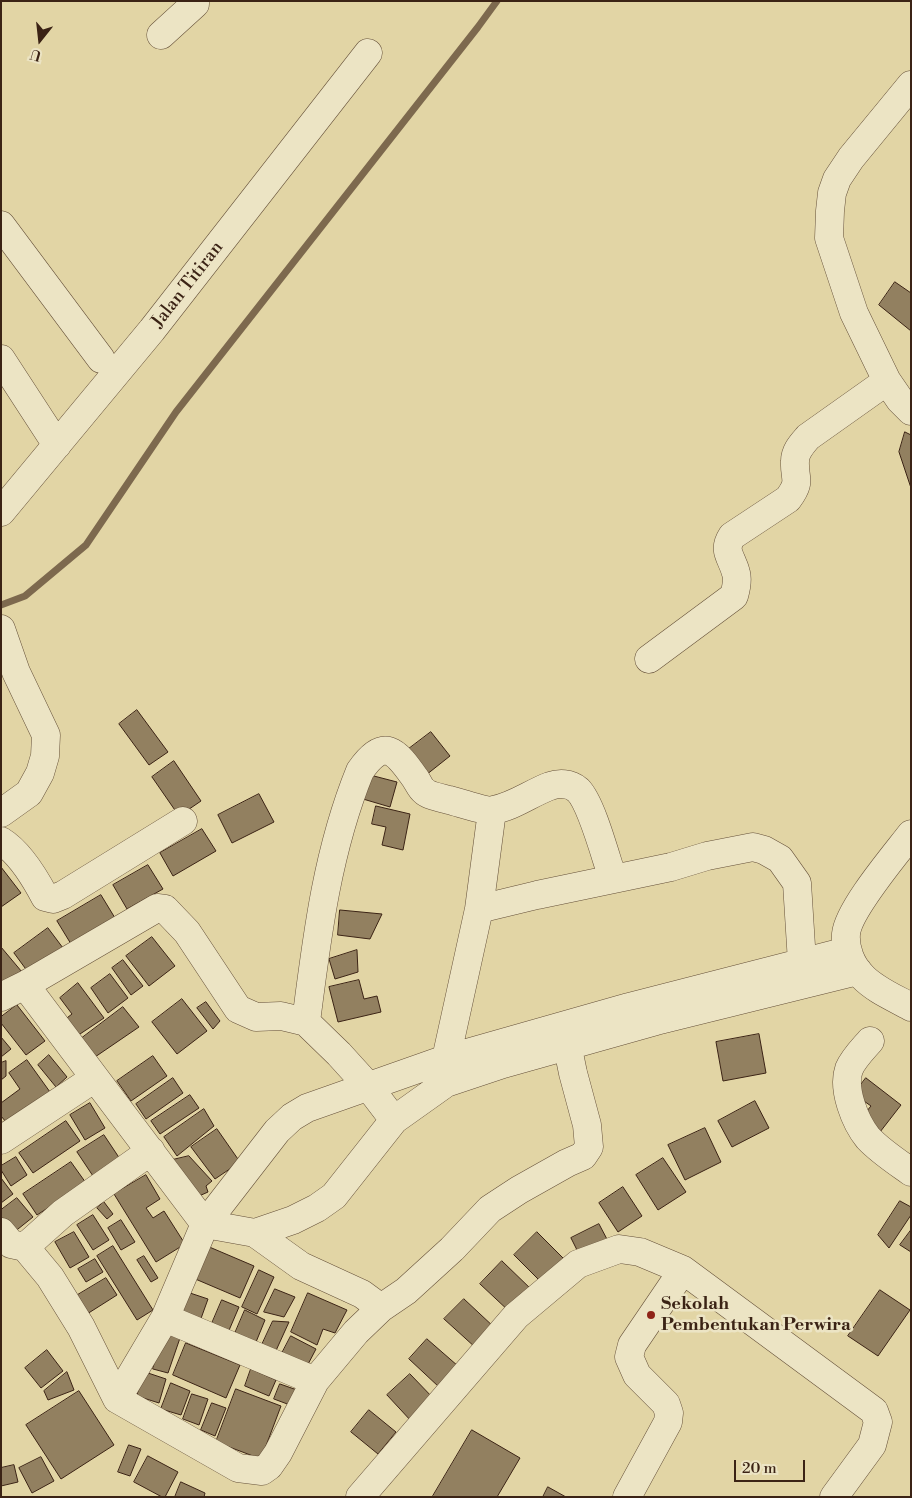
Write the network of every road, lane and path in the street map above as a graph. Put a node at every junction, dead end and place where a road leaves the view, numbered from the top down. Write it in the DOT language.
graph roads {
  1 [pos="195,1"];
  2 [pos="161,35"];
  3 [pos="368,53"];
  4 [pos="911,85"];
  5 [pos="1,224"];
  6 [pos="1,359"];
  7 [pos="101,359"];
  8 [pos="887,381"];
  9 [pos="911,411"];
  10 [pos="58,445"];
  11 [pos="1,512"];
  12 [pos="1,629"];
  13 [pos="649,659"];
  14 [pos="492,811"];
  15 [pos="1,813"];
  16 [pos="183,821"];
  17 [pos="911,834"];
  18 [pos="1,841"];
  19 [pos="613,879"];
  20 [pos="479,909"];
  21 [pos="852,961"];
  22 [pos="802,962"];
  23 [pos="742,989"];
  24 [pos="13,991"];
  25 [pos="911,1008"];
  26 [pos="306,1022"];
  27 [pos="566,1036"];
  28 [pos="870,1041"];
  29 [pos="446,1071"];
  30 [pos="95,1078"];
  31 [pos="368,1086"];
  32 [pos="394,1120"];
  33 [pos="1,1140"];
  34 [pos="151,1151"];
  35 [pos="911,1172"];
  36 [pos="205,1224"];
  37 [pos="1,1232"];
  38 [pos="255,1233"];
  39 [pos="25,1247"];
  40 [pos="683,1270"];
  41 [pos="381,1308"];
  42 [pos="165,1318"];
  43 [pos="315,1381"];
  44 [pos="117,1399"];
  45 [pos="360,1497"];
  46 [pos="627,1497"];
  47 [pos="834,1497"];
  1 -- 2 [label="street"];
  3 -- 10 [label="street, Jalan Titiran"];
  4 -- 8 [label="street"];
  5 -- 7 [label="street"];
  6 -- 10 [label="street"];
  8 -- 9 [label="street"];
  8 -- 13 [label="street"];
  10 -- 11 [label="street, Jalan Titiran"];
  12 -- 15 [label="street"];
  14 -- 19 [label="street"];
  14 -- 20 [label="street"];
  14 -- 26 [label="street"];
  16 -- 18 [label="street"];
  17 -- 21 [label="street"];
  19 -- 20 [label="street"];
  19 -- 22 [label="street"];
  20 -- 29 [label="street"];
  21 -- 22 [label="street"];
  21 -- 23 [label="street"];
  21 -- 25 [label="street"];
  22 -- 23 [label="street"];
  23 -- 27 [label="street"];
  24 -- 26 [label="street"];
  24 -- 30 [label="street"];
  26 -- 31 [label="street"];
  27 -- 29 [label="street"];
  27 -- 41 [label="street"];
  28 -- 35 [label="street"];
  29 -- 31 [label="street"];
  29 -- 32 [label="street"];
  30 -- 33 [label="street"];
  30 -- 34 [label="street"];
  31 -- 32 [label="street"];
  31 -- 36 [label="street"];
  32 -- 38 [label="street"];
  34 -- 36 [label="street"];
  34 -- 39 [label="street"];
  36 -- 38 [label="street"];
  36 -- 42 [label="street"];
  37 -- 39 [label="street"];
  38 -- 41 [label="street"];
  39 -- 44 [label="street"];
  40 -- 45 [label="street"];
  40 -- 46 [label="street"];
  40 -- 47 [label="street"];
  41 -- 43 [label="street"];
  42 -- 43 [label="street"];
  42 -- 44 [label="street"];
  43 -- 44 [label="street"];
}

....

Exercise.
Within the records above, tally the lines that contain "graph". Give the total and nothing more.

Answer to this task.
2